Sad but true

“It’s sad but it’s true how society says
Her life is already over
There’s nothing to do and there’s nothing to say
Til the man of her dreams comes along picks her up
and puts her over his shoulder.”
“22”, Lily Allen

While out shopping the other day, I made out this lyric among the clamour of piped muzak in a fashion store. The song gives a snapshot of the life of a girl who, at nearly 30 and without a boyfriend, is wondering where it all went wrong. At 22 she had such high hopes, but now her life seems meaningless.

The above is the chorus, the final line of which goes: “It seems so unlikely in this day and age”. I’m struck by the ambiguity of that line. At first glance it seemed to mean that it seems unlikely that the man of her dreams will come and sweep ‘her’ off her feet, but as I looked again, I wondered. Perhaps what Lily Allen means is it seems so unlikely that in these modern times when women are, supposedly, more free than they have ever been, with enormous independence, access to almost any career, ability to travel anywhere and do anything with no expectation on them to get married and raise children…in such times, it seems so unlikely that a woman in her late twenties would feel life is over because she hasn’t got a boyfriend.

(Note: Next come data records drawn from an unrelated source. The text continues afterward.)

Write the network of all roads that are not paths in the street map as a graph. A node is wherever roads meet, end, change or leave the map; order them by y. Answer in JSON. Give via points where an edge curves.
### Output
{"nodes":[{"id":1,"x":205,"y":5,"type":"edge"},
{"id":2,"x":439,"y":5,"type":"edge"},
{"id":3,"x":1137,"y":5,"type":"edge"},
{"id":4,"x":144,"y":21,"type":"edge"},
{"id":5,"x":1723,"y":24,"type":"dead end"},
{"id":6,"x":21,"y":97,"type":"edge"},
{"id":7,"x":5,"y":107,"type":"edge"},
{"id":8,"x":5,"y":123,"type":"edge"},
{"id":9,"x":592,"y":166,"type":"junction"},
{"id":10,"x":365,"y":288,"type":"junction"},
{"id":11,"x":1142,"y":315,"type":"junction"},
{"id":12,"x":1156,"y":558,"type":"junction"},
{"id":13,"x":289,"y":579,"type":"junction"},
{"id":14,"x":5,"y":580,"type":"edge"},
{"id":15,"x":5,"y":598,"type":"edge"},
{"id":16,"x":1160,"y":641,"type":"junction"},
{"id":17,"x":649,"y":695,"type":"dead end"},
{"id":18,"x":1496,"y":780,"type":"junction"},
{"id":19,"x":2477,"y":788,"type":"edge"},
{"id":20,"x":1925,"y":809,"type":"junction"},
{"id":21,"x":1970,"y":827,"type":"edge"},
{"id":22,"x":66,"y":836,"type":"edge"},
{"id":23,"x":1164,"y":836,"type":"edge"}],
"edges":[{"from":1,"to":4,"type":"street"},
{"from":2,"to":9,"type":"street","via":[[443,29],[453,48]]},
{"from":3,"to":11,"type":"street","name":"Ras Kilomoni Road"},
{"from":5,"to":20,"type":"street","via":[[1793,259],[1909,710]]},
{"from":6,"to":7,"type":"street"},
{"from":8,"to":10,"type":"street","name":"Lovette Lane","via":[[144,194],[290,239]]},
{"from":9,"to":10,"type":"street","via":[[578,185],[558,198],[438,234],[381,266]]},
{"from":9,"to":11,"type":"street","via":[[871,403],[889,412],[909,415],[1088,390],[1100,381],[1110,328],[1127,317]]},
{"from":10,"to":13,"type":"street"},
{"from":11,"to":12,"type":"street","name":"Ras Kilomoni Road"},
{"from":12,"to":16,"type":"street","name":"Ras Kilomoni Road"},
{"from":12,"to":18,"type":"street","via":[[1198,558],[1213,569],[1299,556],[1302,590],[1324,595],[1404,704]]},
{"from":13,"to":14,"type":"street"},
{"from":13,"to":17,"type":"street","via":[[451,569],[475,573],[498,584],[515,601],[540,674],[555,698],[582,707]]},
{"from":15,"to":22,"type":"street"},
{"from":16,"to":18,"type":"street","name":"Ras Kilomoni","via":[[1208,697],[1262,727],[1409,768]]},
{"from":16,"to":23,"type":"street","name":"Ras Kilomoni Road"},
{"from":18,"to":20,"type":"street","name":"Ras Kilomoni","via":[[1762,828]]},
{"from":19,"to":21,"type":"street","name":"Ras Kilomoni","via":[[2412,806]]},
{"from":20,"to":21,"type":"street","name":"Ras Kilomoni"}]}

This is one of those issues on which ‘society’ is completely double-minded. People are able to utterly believe that it is good and right that women are free – liberated from the bonds of marriage and family – and at the same time utterly believe that it’s ‘so sad she hasn’t found anyone yet’. We say on the one hand that women are validated by having successful careers, while on the other hand that they are validated by being popular, and in particular by being chosen by one man.

I’m sure if you asked the ‘she’ of the song whether she thinks it is better to be successful or to be loved, she would have great difficulty in answering. She would likely feel that it was feeble to express a desire for a stable, loving relationship, thinking that to say that is to ‘sell out’ to what she really ought to think and feel.

The women’s libbers have done women a great disservice in making them ashamed of their emotions and their desire for love. The few good results of their fight are in constant danger of being outweighed by the devastation caused to generations of women and their families by the narrative that the opposite of subjugation is independence. It’s not. It is interdependence. Humans are made for relationship.

Your life isn’t over if you’re 29 and have not got a boyfriend. Neither is it over if you’re 29 and a stay-at-home mum. We need to adjust our value system so that people neither expect to find their worth in relationships, nor feel ashamed of wanting someone to love and cherish. Otherwise the twenty-somethings are going to go on having a series of one-night stands (as the second verse of the song says ‘she’ does) and perpetuating the cycle of despair that they feel. It’s sad, but it’s true.